Electronic structure and ionicity of actinide oxides from first principles

The ground-state electronic structures of the actinide oxides $A\text{O}$, $A_2{\text{O}}_3$, and $A{\text{O}}_2$ ($A=\text{U}$, Np, Pu, Am, Cm, Bk, and Cf) are determined from first-principles calculations, using the self-interaction corrected local spin-density approximation. Emphasis is put on the degree of $f$-electron localization, which for $A{\text{O}}_2$ and $A_2{\text{O}}_3$ is found to follow the stoichiometry, namely, corresponding to $A^{4+}$ ions in the dioxide and $A^{3+}$ ions in the sesquioxides. In contrast, the $A^{2+}$ ionic configuration is not favorable in the monoxides, which therefore become metallic. The energetics of the oxidation and reduction in the actinide dioxides is discussed, and it is found that the dioxide is the most stable oxide for the actinides from Np onward.

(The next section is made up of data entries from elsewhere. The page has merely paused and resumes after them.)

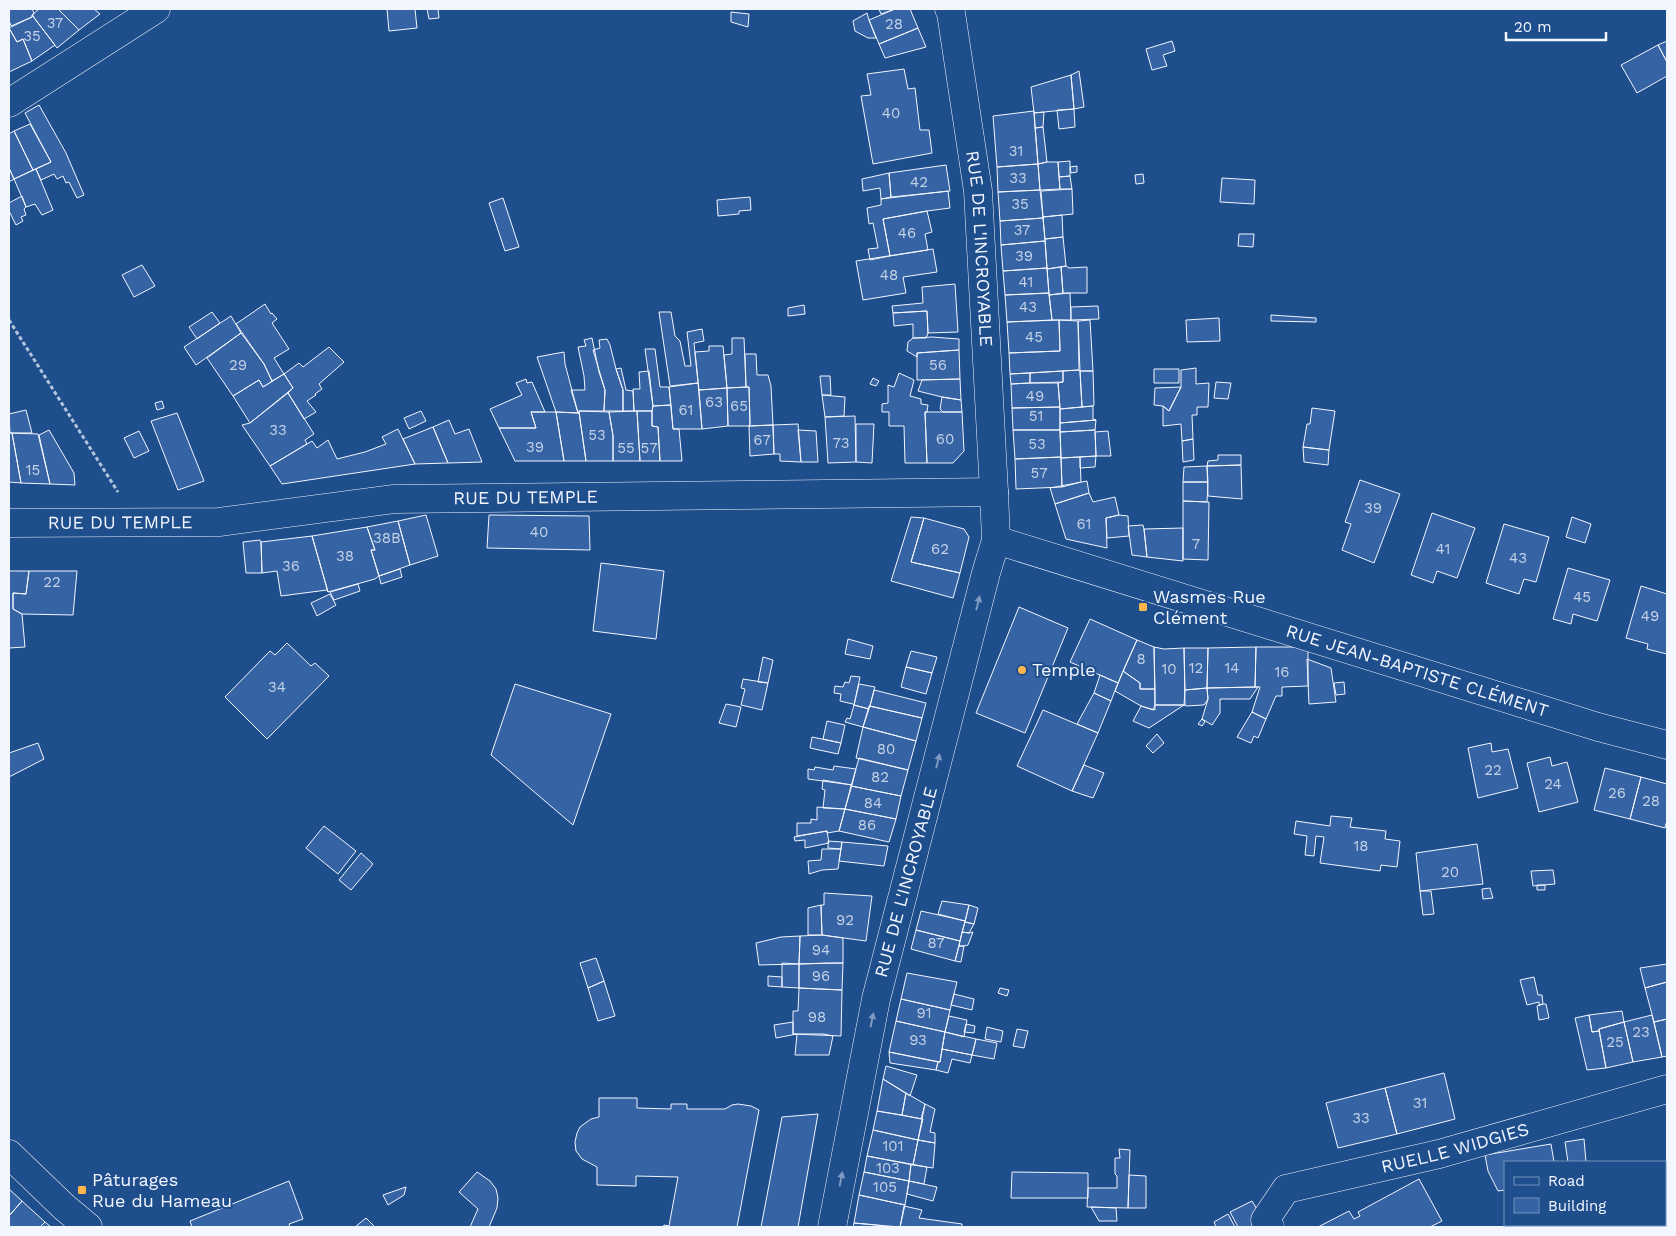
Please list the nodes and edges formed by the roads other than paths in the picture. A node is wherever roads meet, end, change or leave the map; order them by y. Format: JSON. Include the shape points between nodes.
{"nodes":[{"id":1,"x":156,"y":9,"type":"edge"},
{"id":2,"x":949,"y":9,"type":"edge"},
{"id":3,"x":9,"y":103,"type":"edge"},
{"id":4,"x":994,"y":492,"type":"junction"},
{"id":5,"x":9,"y":523,"type":"edge"},
{"id":6,"x":996,"y":540,"type":"junction"},
{"id":7,"x":1667,"y":745,"type":"edge"},
{"id":8,"x":1667,"y":1089,"type":"edge"},
{"id":9,"x":9,"y":1154,"type":"edge"},
{"id":10,"x":88,"y":1227,"type":"edge"},
{"id":11,"x":832,"y":1227,"type":"edge"},
{"id":12,"x":1270,"y":1227,"type":"edge"}],
"edges":[{"from":1,"to":3,"type":"street"},
{"from":2,"to":4,"type":"street","name":"RUE DE L'INCROYABLE","via":[[978,191]]},
{"from":4,"to":5,"type":"street","name":"RUE DU TEMPLE","via":[[394,499],[220,522]]},
{"from":4,"to":6,"type":"street"},
{"from":6,"to":7,"type":"street","name":"RUE JEAN-BAPTISTE CLÉMENT","via":[[1598,727]]},
{"from":11,"to":6,"type":"street","name":"RUE DE L'INCROYABLE","one_way":true,"via":[[876,999]]},
{"from":8,"to":12,"type":"street","name":"RUELLE WIDGIES","via":[[1439,1154],[1286,1189],[1265,1220]]},
{"from":9,"to":10,"type":"street"}]}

Our study reveals a strong link between preferred oxidation number and degree of localization which is confirmed by comparing to the ground-state configurations of the corresponding lanthanide oxides. The ionic nature of the actinide oxides emerges from the fact that only those compounds will form where the calculated ground-state valency agrees with the nominal valency expected from a simple charge counting.

Figure 1

(Color online) Total energy of UO in the rock-salt structure assuming different localized/delocalized $f$-electron scenarios.

Figure 2

(Color online) Density of states for CfO in the ground-state configuration with nine $f$ electrons localized on the ${\text{Cf}}^{3+}$ ion. The majority (minority) spin components are displayed as positive (negative) values. The energy is measured in eV relative to the Fermi level, which falls amidst the minority $\text{Cf}f$ bands. The localized $\text{Cf}f$ states are not shown, as they occur well below the valence band.

Figure 3

(Color online) Density of states for A-type ${\text{Pu}}_2{\text{O}}_3$ in the trivalent ground-state configuration. The energy is in eV relative to the Fermi level, which is situated midgap. The DOS is in units of ${\text{eV}}^{-1}/\text{f}\text{.u}\text{.}$ Upper panel: total black, Pu (violet/dark grey), and O (light blue/light grey) DOSs. Lower panel: the corresponding $\text{Pu}f$ majority (dashed red) and minority (full blue) spin decomposed DOSs. Only the itinerant $f$ states are shown.

Figure 4

(Color online) Lattice parameters of the actinide dioxides. Experimental values (Ref. 33) (blue stars) are compared to the theoretical SIC-LSD values (red circles), and the theoretical HSE values (green squares) read from the corresponding Fig. 1 in Ref. 47.

Figure 5

(Color online) DOS of ${\text{CmO}}_2$. Upper panel: Total (black), Cm (green), and O (red dotted) DOSs. Lower panel: the corresponding $\text{Cm}f$ majority (red) and minority (blue) spin decomposed DOSs. The energy is in eV relative to the Fermi level, which is situated midgap. Only the itinerant $f$ states are shown.

Figure 6

(Color online) Estimated oxidation (circles) and reduction (squares) energies of the actinide dioxides according to the definitions in Eqs. (7, 6). Energies are in eV per $A{\text{O}}_2$ unit cell.